Thus, while "X-constraints" focus on a specific candidate number (horizontal slice of a given color on the 3D deconstruction), Y constraints simply extend this to the vertical dimension, where we envision each candidate possibility to be on its own plane.

This suggests no fundamental distinction between "X" and "Y" constraints. Indeed, if one treats a "verticallizing" cell of the Y-constraint examples as a vertical strong edge of a standard cycle, then all rules relating to "X" constraints apply to Y constraints. (Which means, of course, that there are several more subclass examples of Y-constraints.)

Similarly, "W" constraints along with certain X-constraints are simply subset elimination (generally considered ONLY in a vertical sense) done horizontally. Or, to put it another way, allowing X and W constraints to act vertically we have subset elimination.

Thus:

A) "X-constraints" are simply a subset of "Y-constraints."

B) Certain "subset eliminations" and "X- or W-constraints" are one in the same, done in different planes. (hidden pairs and naked pairs are simply two different orientations of Xwings; hidden/naked triples are simply two different orientations of swordfish, etc.).

What I don't quite understand is why people are focusing on "cycles". Yes, cycles are created, but the essential characteristic of a "strong edge" is not that it makes a cycle, but that it determines a "parity" for a subset of the board. An alternating "grid" of points is produced which may or may not be cyclic. It really doesn't matter. When this parity check delivers a logical inconsistency due to an incompatibility with another parity check from another source on the board, we have an elimination. (To be fair, that "form another source" involves a cycle.)

Except for the fact that a weak edge is necessary to separate two "ends" of a strong chain in a particular row, cell, or block, there seems to me no need to focus on them. Thus, for example, Rules X1 and X3 simply state the same thing -- that any cell of a given candidate possibility k being acted upon by two cells of opposite parity must be eliminated. (Because one or the other must then be true.) In the one case we have a weak edge because the cell is in the same column as the two ends of the strong sequence; in the other it is in a column and a block. I guess I don't see the point of making that distinction -- a dependency, whether row, column, block, or cell is just the same fundamentally. This is precisely the principle in the discussion for Y constraints, of course.

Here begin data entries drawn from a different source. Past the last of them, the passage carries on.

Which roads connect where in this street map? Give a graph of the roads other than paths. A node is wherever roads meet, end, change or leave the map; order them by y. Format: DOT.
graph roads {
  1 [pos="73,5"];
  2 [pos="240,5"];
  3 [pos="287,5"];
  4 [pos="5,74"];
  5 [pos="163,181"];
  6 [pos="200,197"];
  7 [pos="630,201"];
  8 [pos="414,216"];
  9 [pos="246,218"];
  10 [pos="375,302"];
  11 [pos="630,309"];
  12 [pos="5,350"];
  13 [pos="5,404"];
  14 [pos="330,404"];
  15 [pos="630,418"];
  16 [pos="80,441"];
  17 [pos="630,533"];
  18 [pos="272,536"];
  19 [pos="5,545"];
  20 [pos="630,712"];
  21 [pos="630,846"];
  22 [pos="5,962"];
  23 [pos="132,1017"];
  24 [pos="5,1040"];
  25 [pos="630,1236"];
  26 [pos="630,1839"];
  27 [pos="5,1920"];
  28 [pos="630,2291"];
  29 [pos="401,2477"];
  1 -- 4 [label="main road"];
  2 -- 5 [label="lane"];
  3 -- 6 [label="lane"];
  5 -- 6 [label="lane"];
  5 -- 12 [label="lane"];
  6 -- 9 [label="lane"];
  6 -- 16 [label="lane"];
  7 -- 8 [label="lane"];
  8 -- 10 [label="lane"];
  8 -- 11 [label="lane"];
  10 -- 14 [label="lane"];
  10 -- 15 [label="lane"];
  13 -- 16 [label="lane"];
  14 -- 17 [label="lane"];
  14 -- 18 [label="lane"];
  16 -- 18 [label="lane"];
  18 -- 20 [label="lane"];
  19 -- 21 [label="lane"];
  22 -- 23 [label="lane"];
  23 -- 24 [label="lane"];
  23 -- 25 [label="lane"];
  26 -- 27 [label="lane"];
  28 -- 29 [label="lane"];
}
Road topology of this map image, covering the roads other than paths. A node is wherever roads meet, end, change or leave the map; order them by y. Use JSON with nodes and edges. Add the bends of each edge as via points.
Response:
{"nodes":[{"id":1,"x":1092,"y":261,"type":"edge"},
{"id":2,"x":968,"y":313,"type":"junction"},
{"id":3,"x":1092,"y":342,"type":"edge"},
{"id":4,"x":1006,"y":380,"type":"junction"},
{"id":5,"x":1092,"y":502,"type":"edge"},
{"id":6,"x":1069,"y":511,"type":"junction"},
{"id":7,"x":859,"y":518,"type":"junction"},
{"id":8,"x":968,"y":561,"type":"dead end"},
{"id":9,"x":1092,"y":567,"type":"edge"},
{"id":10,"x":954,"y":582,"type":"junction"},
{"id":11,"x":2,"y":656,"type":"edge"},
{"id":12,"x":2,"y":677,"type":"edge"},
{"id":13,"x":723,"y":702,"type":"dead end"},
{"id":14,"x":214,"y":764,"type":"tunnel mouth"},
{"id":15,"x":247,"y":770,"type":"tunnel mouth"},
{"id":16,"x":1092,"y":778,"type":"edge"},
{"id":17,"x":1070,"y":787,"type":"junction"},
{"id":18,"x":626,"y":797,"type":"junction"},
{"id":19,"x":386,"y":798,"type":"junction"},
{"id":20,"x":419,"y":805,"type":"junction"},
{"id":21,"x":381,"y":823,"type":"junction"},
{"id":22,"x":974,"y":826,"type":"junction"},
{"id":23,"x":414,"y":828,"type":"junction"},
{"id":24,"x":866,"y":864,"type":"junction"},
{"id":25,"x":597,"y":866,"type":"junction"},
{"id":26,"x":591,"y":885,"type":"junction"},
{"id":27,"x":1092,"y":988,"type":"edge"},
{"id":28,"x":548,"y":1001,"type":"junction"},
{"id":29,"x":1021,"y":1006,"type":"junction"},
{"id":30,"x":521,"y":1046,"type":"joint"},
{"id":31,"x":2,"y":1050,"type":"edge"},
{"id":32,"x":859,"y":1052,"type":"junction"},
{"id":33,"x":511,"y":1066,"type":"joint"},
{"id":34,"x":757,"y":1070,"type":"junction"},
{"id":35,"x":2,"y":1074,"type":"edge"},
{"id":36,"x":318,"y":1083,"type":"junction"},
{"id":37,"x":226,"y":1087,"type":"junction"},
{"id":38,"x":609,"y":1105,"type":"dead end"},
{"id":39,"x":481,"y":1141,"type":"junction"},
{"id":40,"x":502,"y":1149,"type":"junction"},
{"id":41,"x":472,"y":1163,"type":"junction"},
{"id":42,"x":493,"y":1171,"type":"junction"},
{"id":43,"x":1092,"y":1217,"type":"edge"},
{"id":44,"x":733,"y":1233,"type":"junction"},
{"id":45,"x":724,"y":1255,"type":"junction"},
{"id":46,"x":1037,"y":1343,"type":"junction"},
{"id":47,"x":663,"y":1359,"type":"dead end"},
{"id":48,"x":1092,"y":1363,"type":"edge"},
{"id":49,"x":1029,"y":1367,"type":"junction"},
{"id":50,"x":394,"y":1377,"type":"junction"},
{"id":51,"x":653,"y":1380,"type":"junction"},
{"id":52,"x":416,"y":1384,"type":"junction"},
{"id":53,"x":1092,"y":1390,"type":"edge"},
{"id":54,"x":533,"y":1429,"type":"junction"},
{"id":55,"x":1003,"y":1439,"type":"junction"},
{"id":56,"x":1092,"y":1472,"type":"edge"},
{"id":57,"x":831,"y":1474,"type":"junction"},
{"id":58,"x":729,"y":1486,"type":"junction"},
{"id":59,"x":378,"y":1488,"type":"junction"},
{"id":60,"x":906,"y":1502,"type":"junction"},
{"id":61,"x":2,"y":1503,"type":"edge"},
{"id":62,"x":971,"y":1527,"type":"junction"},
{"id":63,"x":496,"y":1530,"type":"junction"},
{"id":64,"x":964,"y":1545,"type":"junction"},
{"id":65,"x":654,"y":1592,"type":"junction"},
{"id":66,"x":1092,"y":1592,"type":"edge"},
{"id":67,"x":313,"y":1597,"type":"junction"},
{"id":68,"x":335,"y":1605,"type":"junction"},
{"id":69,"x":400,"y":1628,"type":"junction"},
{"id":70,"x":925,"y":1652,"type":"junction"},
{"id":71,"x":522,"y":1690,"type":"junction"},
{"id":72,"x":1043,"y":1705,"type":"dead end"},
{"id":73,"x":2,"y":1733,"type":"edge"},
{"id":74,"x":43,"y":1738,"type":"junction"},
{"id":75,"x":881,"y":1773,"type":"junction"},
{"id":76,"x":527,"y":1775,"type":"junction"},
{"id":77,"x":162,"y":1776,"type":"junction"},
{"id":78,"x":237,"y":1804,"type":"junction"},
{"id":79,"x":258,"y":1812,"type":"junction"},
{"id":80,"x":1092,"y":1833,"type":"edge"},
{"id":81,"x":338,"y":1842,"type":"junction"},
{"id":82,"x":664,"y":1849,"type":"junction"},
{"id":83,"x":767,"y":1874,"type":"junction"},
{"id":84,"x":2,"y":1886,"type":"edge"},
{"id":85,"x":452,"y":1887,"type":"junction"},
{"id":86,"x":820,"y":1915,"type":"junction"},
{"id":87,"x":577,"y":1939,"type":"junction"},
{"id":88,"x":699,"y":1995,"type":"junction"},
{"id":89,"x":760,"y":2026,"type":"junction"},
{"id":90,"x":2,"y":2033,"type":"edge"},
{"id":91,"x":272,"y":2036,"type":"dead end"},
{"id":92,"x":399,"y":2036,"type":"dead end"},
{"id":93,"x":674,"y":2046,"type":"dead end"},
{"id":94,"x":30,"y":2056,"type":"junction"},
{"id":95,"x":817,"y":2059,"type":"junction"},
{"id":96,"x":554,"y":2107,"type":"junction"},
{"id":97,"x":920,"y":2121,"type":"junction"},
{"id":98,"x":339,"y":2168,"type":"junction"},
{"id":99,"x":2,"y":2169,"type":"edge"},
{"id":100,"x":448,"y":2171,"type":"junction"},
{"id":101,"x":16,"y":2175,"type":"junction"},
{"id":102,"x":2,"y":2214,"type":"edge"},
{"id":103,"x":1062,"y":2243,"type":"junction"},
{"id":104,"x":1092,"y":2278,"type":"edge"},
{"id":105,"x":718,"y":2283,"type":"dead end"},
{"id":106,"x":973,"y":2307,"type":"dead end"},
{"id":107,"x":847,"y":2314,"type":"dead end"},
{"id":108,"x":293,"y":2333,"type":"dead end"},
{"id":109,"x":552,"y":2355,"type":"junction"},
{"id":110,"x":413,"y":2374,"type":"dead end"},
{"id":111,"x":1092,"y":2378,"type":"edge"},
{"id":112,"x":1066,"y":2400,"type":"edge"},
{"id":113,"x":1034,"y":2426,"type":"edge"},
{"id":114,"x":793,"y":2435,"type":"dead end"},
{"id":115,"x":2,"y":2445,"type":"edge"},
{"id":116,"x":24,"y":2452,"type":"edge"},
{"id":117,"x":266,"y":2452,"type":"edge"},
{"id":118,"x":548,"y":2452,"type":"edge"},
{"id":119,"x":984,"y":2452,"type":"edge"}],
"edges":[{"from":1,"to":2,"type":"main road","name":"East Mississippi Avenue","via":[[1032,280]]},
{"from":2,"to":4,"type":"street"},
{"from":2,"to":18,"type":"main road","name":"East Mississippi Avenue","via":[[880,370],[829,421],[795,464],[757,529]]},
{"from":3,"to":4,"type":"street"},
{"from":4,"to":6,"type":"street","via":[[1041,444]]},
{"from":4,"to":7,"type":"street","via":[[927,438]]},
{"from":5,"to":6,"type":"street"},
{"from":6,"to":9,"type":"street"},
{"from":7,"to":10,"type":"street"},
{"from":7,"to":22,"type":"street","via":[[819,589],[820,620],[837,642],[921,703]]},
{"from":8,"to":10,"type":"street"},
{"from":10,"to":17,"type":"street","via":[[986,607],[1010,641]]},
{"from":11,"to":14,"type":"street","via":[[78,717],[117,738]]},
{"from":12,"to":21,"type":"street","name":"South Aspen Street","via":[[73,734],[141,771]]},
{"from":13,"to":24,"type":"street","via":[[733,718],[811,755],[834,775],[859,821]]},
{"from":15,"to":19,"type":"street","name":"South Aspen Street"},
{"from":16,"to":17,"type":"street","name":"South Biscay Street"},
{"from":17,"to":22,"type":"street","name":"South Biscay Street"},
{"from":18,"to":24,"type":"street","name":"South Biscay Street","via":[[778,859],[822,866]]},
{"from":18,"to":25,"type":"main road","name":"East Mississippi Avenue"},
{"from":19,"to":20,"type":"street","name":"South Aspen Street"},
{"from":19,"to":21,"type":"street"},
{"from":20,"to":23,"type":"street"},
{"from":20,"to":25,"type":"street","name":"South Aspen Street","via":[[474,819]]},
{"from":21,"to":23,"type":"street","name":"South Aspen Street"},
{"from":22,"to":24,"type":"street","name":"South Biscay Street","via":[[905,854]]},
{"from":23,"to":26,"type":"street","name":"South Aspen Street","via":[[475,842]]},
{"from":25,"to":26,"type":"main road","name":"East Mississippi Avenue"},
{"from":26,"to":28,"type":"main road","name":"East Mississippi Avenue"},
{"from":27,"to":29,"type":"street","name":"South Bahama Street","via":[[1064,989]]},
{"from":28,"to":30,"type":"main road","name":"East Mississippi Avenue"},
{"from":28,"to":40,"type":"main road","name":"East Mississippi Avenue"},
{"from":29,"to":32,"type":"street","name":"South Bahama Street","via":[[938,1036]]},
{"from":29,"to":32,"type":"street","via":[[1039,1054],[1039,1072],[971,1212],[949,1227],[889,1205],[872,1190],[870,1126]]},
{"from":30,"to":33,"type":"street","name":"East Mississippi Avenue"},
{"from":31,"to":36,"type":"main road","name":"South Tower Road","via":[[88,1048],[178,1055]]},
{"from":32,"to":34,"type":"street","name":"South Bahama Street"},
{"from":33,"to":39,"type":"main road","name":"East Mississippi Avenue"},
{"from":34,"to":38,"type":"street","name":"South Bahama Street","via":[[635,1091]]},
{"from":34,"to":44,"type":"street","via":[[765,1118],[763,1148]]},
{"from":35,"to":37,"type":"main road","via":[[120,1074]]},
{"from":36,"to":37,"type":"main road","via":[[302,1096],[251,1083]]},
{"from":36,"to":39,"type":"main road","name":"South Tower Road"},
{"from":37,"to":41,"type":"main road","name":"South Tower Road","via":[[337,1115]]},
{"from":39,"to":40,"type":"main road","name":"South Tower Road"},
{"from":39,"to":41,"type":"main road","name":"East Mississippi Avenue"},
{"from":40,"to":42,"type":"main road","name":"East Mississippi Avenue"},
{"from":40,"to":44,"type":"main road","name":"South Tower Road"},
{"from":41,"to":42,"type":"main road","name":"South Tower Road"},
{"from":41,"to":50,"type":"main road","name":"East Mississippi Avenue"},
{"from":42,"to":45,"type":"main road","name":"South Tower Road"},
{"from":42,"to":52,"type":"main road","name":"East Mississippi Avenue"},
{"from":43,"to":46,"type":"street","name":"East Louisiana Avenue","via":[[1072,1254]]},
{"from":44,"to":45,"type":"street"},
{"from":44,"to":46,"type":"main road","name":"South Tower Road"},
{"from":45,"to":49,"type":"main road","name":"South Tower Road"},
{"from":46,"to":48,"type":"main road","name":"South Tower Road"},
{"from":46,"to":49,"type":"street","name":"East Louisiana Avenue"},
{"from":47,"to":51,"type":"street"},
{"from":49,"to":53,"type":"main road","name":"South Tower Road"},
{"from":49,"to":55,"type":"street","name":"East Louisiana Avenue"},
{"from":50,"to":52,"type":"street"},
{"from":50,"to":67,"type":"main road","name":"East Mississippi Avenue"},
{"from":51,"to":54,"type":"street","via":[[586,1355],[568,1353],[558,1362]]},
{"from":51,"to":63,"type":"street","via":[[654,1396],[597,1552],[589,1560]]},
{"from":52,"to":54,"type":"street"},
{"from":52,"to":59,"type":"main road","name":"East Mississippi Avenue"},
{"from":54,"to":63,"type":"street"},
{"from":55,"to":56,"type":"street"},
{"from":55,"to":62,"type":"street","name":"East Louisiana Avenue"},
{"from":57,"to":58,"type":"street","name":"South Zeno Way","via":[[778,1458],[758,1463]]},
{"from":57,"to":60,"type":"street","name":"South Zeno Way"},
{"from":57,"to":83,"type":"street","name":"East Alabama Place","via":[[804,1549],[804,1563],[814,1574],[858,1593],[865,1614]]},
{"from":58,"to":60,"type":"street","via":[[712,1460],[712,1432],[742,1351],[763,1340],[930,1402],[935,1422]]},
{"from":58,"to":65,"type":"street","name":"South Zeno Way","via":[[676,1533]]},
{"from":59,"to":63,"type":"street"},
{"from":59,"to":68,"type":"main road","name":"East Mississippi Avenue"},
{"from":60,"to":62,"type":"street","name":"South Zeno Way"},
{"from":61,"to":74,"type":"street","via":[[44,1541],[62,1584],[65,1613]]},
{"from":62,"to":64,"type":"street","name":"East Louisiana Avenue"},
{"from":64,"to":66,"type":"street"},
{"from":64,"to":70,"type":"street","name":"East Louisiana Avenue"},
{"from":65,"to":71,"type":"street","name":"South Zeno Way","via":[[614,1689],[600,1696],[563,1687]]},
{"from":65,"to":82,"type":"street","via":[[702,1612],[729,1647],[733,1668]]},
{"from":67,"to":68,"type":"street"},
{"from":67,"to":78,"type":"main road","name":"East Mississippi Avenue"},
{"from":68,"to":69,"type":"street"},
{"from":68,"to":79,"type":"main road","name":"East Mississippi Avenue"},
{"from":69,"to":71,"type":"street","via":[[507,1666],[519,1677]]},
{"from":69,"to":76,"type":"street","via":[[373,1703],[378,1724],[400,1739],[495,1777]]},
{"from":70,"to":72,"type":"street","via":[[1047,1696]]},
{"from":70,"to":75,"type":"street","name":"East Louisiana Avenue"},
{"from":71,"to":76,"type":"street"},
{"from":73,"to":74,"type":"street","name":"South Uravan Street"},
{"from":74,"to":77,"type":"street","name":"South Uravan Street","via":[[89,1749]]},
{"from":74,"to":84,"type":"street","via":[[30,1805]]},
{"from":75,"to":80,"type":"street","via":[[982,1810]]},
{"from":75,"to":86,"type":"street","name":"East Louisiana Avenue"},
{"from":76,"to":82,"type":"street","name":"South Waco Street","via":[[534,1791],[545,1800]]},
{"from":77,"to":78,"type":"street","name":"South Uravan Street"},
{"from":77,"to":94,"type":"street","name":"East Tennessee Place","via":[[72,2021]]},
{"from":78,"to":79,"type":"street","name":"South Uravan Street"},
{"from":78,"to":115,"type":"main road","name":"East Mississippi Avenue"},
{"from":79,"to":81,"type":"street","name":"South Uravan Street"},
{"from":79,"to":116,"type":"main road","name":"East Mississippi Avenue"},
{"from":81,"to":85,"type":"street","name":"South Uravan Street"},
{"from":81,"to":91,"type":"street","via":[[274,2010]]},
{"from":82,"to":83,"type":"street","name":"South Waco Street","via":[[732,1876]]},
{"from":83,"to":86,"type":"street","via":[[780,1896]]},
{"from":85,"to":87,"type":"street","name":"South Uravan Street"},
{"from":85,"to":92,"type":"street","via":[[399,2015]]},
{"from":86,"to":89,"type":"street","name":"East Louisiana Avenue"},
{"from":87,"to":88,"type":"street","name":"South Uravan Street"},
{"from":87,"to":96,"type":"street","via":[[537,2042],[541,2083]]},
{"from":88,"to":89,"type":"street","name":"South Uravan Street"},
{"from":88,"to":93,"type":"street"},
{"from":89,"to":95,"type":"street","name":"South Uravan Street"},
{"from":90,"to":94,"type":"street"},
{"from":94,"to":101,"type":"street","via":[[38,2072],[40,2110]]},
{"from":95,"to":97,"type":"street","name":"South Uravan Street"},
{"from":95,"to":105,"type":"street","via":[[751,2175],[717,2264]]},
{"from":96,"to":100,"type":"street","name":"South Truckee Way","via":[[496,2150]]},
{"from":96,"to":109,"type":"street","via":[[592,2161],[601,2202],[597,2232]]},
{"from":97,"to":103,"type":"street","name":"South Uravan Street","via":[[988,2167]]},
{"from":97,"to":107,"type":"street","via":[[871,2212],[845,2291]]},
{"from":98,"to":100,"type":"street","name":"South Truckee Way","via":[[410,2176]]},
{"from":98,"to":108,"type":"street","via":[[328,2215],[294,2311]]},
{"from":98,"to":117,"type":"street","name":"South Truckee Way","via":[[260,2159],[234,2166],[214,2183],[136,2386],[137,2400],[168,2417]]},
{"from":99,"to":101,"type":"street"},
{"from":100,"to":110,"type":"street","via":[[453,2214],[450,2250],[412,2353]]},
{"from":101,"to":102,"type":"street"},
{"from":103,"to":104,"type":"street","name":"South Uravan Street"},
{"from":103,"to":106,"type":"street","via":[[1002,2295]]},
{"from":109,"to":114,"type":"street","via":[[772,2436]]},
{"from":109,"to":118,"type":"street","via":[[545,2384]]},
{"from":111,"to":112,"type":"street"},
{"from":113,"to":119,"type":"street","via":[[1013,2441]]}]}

At the above web page I show how all this cycle business can be dispensed with. -- at least programmatically. So, for example, noncyclic "W constraints" are the basis for all subset elimination carried out by this web application code.

Please don't get me wrong. The cyclic analysis is brilliant and clear. I think in terms of human solving, the cycle business is a nice trick. I just hope people aren't trying to figure out all the ways to generate all the possible cycles, or to think that you have to find the cycles to solve a Sudoku, although in some cases I guess this could be valuable. Maybe all I'm saying is what everyone already knows: that the cycle analysis is just a shorthand for what I think people call "coloring". (But I'm unclear about that.)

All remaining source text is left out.